Updated: Jan. 14, 2014. The initial bill to cut military pay was passed by the House of Representatives in mid-December 2013. The House and Senate negotiated some changes to the bill, which are reflected in this article. We will update the final rulings if and when they become official.

Military organizations and lobby groups were blindsided recently when the House of Representatives passed the Bipartisan Budget Act, a bill that called for the reduction of pay raises for current service members and decreased the annual cost of living adjustment for retirees under age 62. One of the purposes of the Bipartisan Budget Act is to reduce the impact of the automatic budget cuts mandated by the sequestration. Avoiding the mandated cuts will be paid for, in part, by shifting resources from working-age military retirees by reducing the annual COLA by 1%, compared to the current standard.

In other words, if you are a military retiree under the age of 62, you may start seeing smaller annual pay raises. This can have a huge impact over time. Let’s take a step back and look at how military pensions are calculated, how the pay raises are determined and how this may impact you.

What Pension Benefits the Military Offers

The military has a few retirement plan options. The two active-duty retirement plans this new bill could affect are the High-3 Retirement Plan and the REDUX Retirement Plan.

I haven’t yet seen word on whether or not the REDUX option will be affected by the Bipartisan Budget Act, and if so, how. We will update this article when we learn more.

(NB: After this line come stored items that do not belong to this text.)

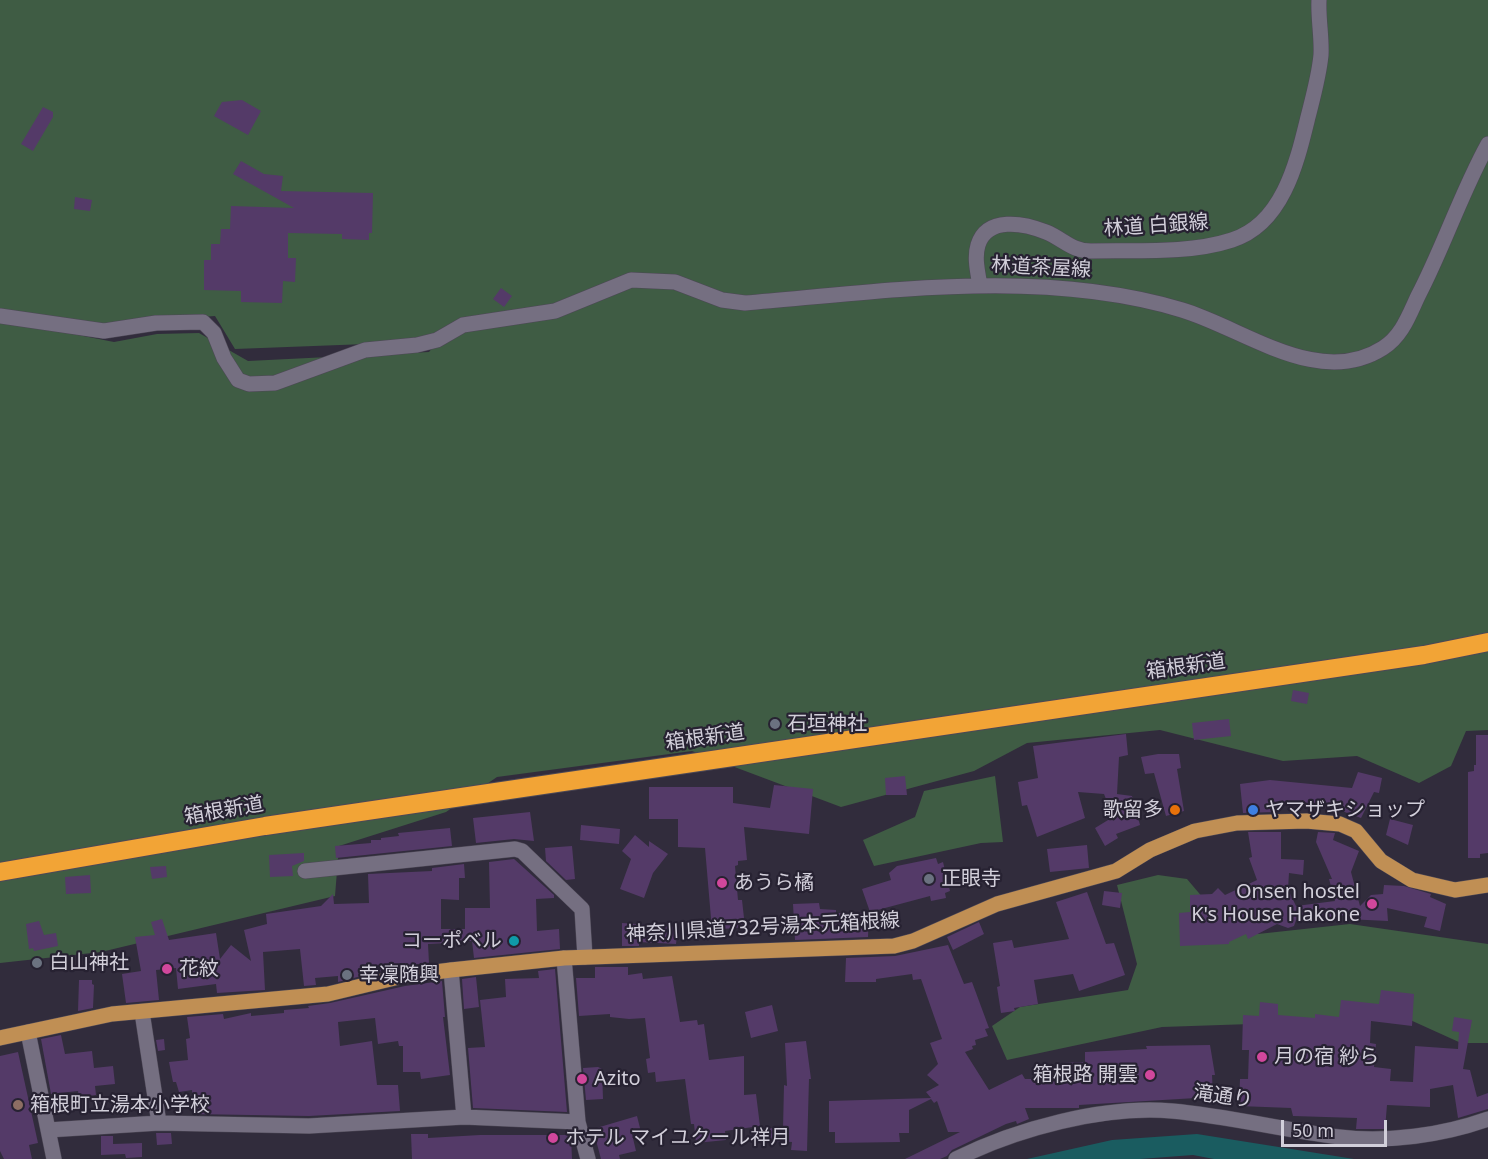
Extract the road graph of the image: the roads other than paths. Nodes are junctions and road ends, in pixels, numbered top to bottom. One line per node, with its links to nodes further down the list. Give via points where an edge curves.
1 (1319, 0): 3 (street, 林道 白銀線, via 1321,54 1291,179 1264,219 1248,233 1207,246 1080,251 1051,234 1026,226 993,226 978,244)
2 (1488, 144): 3 (street, 林道茶屋線, via 1398,336 1383,348 1355,360 1302,358 1183,310 1103,293)
3 (980, 286): 4 (street, 林道茶屋線, via 745,303 722,300 675,282 631,280 555,311 463,325 427,343 365,350 275,383 249,384 238,380 214,333 203,322 156,323 104,331)
4 (0, 316)
5 (1488, 642): 7 (highway, 箱根新道, via 1412,657 265,826)
6 (305, 871): 9 (street, via 522,851 582,909)
7 (0, 872)
8 (1488, 885): 9 (main road, 神奈川県道732号湯本元箱根線, via 1455,890 1412,880 1382,861 1356,831 1340,824 1237,823 1186,834 1116,871 997,904 905,944)
9 (585, 957): 10 (main road, 神奈川県道732号湯本元箱根線)
10 (564, 958): 11 (main road, 神奈川県道732号湯本元箱根線); 17 (street)
11 (451, 970): 12 (main road, 神奈川県道732号湯本元箱根線, via 403,976 328,994); 15 (street)
12 (142, 1012): 13 (main road, 神奈川県道732号湯本元箱根線, via 112,1014); 18 (street)
13 (28, 1032): 14 (main road, 神奈川県道732号湯本元箱根線); 19 (street)
14 (0, 1038)
15 (464, 1117): 17 (street); 18 (street, via 309,1126)
16 (1488, 1119): 22 (street, 滝通り, via 1423,1137 1342,1137 1170,1110 1089,1114 987,1144)
17 (578, 1122): 21 (street)
18 (159, 1123): 19 (street)
19 (48, 1130): 20 (street)
20 (54, 1159)
21 (588, 1159)
22 (956, 1159)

  • High-3 Retirement Plan: This plan gives retirees a pension based on 50% of the average base pay of their three highest annual salaries when they retire after 20 years of service, plus 2.5% of base pay for each additional year served above 20 years. There are annual cost of living adjustments based on consumer price index.
  • REDUX Retirement Option: Retirees who choose the REDUX plan receive a $30,000 lump sum payment at year 15 in exchange for locking in a lower annual COLA, which is fixed at CPI-1%. (You will notice this is similar to the Bipartisan Budget Act proposal.) There is an adjustment at age 62 to bring the pension up to the amount it would have been without the reduced COLA. Then the COLA-1% resumes. This rarely works out to the benefit of the retiree. In most cases, REDUX is a poor retirement option.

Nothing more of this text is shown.